I'm not saying I have totally abandoned the possibility of making money through selling digital goods. It's just it's not going to be quite as simple as it was. So I have put that path on the back burner for now.

I have decided for the time being to focus on affiliate marketing. I have dabbled in this direction for a while now, but have felt that I somehow have missed the point on how to earn a stream of income I can count on from affiliate marketing.

The one thing I know is people make five figure monthly incomes this way. And I believe this statement (from the movie "The Edge"):

What one man can do, another can do.

If others can make five figures a month in this way, then I can too. I am the first to admit I am technically challenged, which is why I chose to open a site through Site Build It. I'm not afraid to learn, yet there is a learning curve still ahead.

I have been studying everything I can get my hands on regarding affiliate marketing to figure out what I might have missed and I learned the following:

  • The money is in the list
  • Driving traffic to a squeeze page is a must for building a list
  • Follow up messages need to be plugged into an autoresponder

These are the areas I am going to focus on in the immediate future, and as I learn important points, I will share them here.

Sunday, February 3, 2008

The Mistakes I Made in My First Year

An old friend of mine used to say, “A smart man learns from his mistakes. A smarter man learns from the mistakes of others.”

My website is just over a year old, so I’ve been reflecting on my first year and some of what I did wrong. I think at the top of the list would have to be the fact that I didn’t ask exactly that question of other marketers:

What would you do differently in your first year if you knew then what you know now?

Here are my own answers to that question:

1) Trying to go in too many directions at once. In my first year of internet marketing, I was like a kid in a candy store. I could see and smell success all around me and I knew I wanted some, so I tried a little of this and a little of that. End result – not a lot of progress. I switched lanes way too often.

2) Being a serial buyer. Along the same lines, I was intrigued with way too many products, many of which were useless. I wish I could have back some of the money that I spent foolishly so that I could spend it with forethought and planning.
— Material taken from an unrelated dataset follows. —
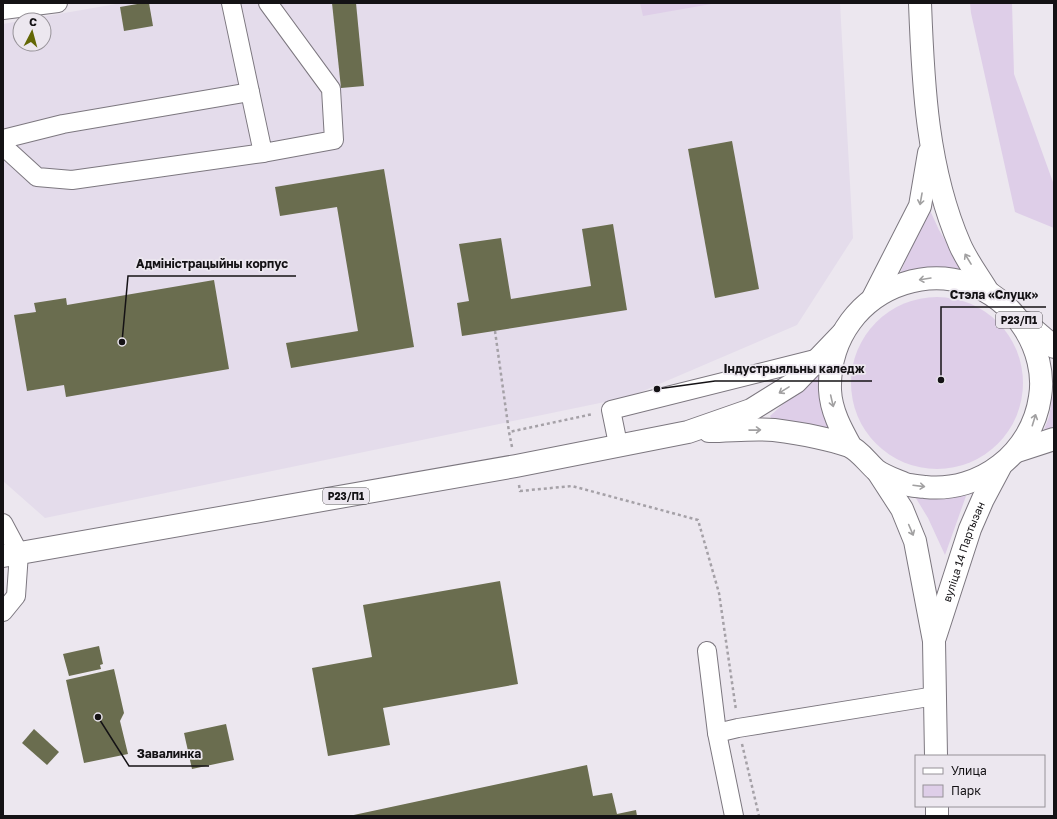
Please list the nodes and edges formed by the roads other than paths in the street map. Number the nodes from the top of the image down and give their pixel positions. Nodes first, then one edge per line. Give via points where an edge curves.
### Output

3) Not sticking close enough to SBI forums My site was purchased through Site Build It!, and the information they provide is very in-depth. At the top of the list of what is accessible if you purchase a site through them is an incredible forum full of very experienced and helpful people (many of whom have sites in the top 1% of all websites. See results here.). In fact, the forum alone is probably worth the price of SBI. Also, Napoleon Hill in Think and Grow Rich talks about needing a Master Mind group – in other words, putting your head together with others who have similar goals. Or in his words, he defines the Master Mind as “Coordination of knowledge and effort, in a spirit of harmony, between two or more people, for the attainment of a definite purpose.”

4) Not using a daily or weekly planner.I rely way too much on my brain. I expect myself to remember things, and often I let myself down. I am unable to work on my website full-time, so in the snippets of time that I do have, I often have found myself wasting time “warming up” because I don’t remember where I left off or what I was trying to accomplish. This is one big thing that I am working on in the coming year – making out a schedule for the coming week at the beginning of the week, so I remember exactly where I’m trying to go.

Mistakes aren’t all bad – they always offer lessons. Or as John Powell said, “The only real mistake is the one from which we learn nothing.” I’m looking forward to a better year becauseof the mistakes I made last year.